_WHAT THIS TASK INVOLVES_: Check every line of the records below for the string "Carlo" and copy the ones that have it.

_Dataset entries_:
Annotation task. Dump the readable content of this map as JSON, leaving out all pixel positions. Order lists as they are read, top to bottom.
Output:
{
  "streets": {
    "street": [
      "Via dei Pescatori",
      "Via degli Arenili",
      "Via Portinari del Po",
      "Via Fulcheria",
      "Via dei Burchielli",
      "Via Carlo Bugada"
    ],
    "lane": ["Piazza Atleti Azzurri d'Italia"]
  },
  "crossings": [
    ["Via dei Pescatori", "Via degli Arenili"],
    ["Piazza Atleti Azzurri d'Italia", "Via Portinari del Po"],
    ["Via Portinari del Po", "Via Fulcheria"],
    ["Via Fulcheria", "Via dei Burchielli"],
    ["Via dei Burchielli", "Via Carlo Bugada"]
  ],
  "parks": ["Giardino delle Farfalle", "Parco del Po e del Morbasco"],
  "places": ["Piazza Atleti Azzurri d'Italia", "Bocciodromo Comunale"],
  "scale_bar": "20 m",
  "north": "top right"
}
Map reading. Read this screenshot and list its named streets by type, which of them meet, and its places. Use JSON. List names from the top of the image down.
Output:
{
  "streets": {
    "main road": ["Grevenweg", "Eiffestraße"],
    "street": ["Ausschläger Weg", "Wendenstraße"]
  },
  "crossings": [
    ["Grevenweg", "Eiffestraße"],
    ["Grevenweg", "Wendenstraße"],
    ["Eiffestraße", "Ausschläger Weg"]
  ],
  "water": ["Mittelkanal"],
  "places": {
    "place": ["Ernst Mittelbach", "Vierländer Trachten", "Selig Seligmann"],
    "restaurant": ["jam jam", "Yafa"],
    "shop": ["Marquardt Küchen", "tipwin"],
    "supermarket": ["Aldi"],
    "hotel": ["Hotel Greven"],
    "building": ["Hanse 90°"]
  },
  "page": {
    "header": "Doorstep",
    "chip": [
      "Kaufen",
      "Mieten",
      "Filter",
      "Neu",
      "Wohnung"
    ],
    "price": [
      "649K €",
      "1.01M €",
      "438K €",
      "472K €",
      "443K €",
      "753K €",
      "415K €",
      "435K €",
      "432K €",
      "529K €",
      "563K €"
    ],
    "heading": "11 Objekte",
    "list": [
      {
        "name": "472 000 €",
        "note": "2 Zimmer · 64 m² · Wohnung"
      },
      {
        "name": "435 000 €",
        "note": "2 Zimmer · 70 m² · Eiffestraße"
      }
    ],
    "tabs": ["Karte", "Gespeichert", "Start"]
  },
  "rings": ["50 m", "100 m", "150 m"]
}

_OUTPUT FOR THIS EXERCISE_:
      "Via Carlo Bugada"
    ["Via dei Burchielli", "Via Carlo Bugada"]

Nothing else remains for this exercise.